World Bank Infrastructure Projects in Asia Take on Mainstreaming Resilience with Japanese Expertise and Support
The challenges to mainstreaming disaster and climate resilience in the World Bank’s infrastructure investments in Asia range from technical to institutional, but the pay-offs are clear and Japanese expertise can play a key role in ensuring that quality infrastructure is built as a result.
This was the consensus when experts from the World Bank’s Disaster Risk Management, Urban, and Energy teams and the Global Facility for Disaster Reduction and Recovery (GFDRR) came together for the 6th Public Seminar, hosted by the World Bank Tokyo Office and the Disaster Risk Management (DRM) Hub, Tokyo.
The seminar was organized to hear from the Bank experts about various efforts to integrate DRM in infrastructure projects to strength resilience supported by the DRM Hub, and challenges they face on the ground.
The World Bank put $5.6 billion in new development financing for resilience in fiscal year 2015 – a number that has been rising at a rate of 15% annually. The Japan-World Bank Program for Mainstreaming DRM in Developing Countries helps connect this investment with the technical assistance and capacity needed.
The Bank experts explained how this works in practice, from increasing the climate resilience of infrastructure in Sri Lanka to integrating disaster and climate risk considerations in road maintenance processes in Bhutan, from strengthening disaster recovery and risk reduction capacity in Pacific island power utilities to using a rapid and effective post-disaster assessment to scale up resilience in roads, housing, and disaster management in Uttarakhand, India.
Business Case vs. The Challenges
Highlighting the transformational potential of the Government of Japan’s Partnership for Quality Infrastructure initiative, Yasusuke Tsukagoshi, Special Representative, Japan, welcomed the seminar to the World Bank Office, underlined the World Bank’s efforts in increasing resilience in infrastructure in line with the Sendai Framework for Disaster Risk Reduction and for contributing to the United Nations’ Sustainable Development Goals.
In opening remarks, Francis Ghesquiere, Head of GFDRR, noted that investments in resilience can reduce the losses that disasters cause and unlock growth by stimulating new innovation and investment, but that development professionals must recognize that investment funds are limited, “old habits die hard”, including existing planning and construction practices, and adaptive approaches that respond to local contexts are critical.
The seminar took a close look at many of the challenges to ensuring the quality and resilience of the infrastructure investments that developing countries make.
Marc Forni, Senior DRM Specialist, demonstrated how spatial analytics, low-cost open data collection technologies, and a whole host of targeted products and approaches can drive transformative large-scale infrastructure investments, such as those being prepared in Can Tho, Vietnam.

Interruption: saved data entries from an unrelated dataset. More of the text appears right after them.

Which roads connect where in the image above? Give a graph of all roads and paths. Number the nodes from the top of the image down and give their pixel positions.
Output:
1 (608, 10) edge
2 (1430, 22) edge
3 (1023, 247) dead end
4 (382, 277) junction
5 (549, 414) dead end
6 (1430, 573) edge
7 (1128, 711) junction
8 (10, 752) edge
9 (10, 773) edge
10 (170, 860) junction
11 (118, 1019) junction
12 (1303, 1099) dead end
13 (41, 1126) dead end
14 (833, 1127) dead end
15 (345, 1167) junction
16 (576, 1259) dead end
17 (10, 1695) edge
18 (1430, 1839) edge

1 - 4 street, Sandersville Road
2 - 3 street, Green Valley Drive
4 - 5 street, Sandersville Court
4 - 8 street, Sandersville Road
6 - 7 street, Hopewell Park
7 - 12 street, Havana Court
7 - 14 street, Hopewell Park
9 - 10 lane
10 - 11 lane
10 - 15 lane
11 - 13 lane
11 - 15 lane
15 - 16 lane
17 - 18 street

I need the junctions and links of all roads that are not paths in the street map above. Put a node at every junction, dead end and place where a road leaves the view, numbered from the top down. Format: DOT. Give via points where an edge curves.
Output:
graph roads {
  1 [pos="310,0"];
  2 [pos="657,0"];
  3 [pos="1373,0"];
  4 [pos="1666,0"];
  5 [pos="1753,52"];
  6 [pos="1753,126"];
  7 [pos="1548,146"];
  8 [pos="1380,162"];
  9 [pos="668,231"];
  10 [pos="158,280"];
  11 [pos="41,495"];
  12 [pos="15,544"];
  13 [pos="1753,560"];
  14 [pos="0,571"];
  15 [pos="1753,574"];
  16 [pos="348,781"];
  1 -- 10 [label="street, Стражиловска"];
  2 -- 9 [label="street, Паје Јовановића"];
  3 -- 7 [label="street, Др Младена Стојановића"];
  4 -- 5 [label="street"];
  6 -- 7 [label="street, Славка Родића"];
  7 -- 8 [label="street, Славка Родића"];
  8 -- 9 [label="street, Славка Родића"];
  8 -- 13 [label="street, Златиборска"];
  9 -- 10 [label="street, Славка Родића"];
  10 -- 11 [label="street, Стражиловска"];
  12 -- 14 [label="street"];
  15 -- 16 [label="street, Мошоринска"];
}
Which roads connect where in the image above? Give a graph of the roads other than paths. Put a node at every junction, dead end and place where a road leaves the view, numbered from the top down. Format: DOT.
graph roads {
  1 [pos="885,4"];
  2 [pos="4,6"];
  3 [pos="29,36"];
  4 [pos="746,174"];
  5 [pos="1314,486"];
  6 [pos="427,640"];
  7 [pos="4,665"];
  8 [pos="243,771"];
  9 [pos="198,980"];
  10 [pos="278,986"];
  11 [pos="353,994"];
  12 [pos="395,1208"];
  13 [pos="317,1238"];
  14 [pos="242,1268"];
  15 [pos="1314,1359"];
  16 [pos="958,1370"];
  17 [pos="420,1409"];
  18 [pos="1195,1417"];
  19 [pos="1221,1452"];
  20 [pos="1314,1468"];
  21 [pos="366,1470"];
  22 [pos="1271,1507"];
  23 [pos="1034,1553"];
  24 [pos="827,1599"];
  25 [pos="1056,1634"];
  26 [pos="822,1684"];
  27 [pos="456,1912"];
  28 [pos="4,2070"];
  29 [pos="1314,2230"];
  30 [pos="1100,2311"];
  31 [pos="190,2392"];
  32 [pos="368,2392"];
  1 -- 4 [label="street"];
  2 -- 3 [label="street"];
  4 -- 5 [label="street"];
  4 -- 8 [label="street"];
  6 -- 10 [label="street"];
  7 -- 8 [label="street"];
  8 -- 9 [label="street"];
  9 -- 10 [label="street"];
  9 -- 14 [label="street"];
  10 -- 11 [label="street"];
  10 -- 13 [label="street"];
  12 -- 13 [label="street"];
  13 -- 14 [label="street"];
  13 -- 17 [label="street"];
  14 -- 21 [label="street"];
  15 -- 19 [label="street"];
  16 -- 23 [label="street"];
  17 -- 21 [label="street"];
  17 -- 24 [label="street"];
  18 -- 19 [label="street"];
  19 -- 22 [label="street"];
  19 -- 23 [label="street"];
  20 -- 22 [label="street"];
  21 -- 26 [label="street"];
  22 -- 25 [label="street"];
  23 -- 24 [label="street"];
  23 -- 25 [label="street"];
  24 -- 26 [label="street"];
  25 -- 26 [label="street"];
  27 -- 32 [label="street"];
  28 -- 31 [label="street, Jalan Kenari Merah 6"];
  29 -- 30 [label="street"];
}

Roberto Aiello, Senior Energy Specialist, showed how integrating considerations of natural hazards can strengthen energy planning, efficiency, and sustainability in the Pacific.
Fostering new road and slope stabilization approaches, including many originating in Japan, the World Bank’s support to Uttarakhand after the devastating 2013 floods have allowed major advances in the state’s connectivity, as Yuka Makino, Senior Operations Officer, noted.
In conclusion, Abhas Jha, the World Bank’s East Asia and Pacific Practice Manager for Urban and DRM, pointed out that public officials face “cruel trade-offs” between increased quality and resilience of their investments on one hand and larger quantities of investment outputs, such as schools, water, and sanitation, on the other. This puts the onus on development professionals to help these policymakers adopt a longer timeframe for the returns of their investments and integrate resilience considerations into their regular investment processes, such as through a focus on regular lifecycle analysis, as promoted by the Partnership for Quality Infrastructure.
Joining the seminar at the Tokyo Development Learning Center (TDLC), more than 100 participants from the private sector, government, and academia offered additional perspectives on opportunities for bringing Japanese expertise to these challenges, as well as their observations and questions for the panel.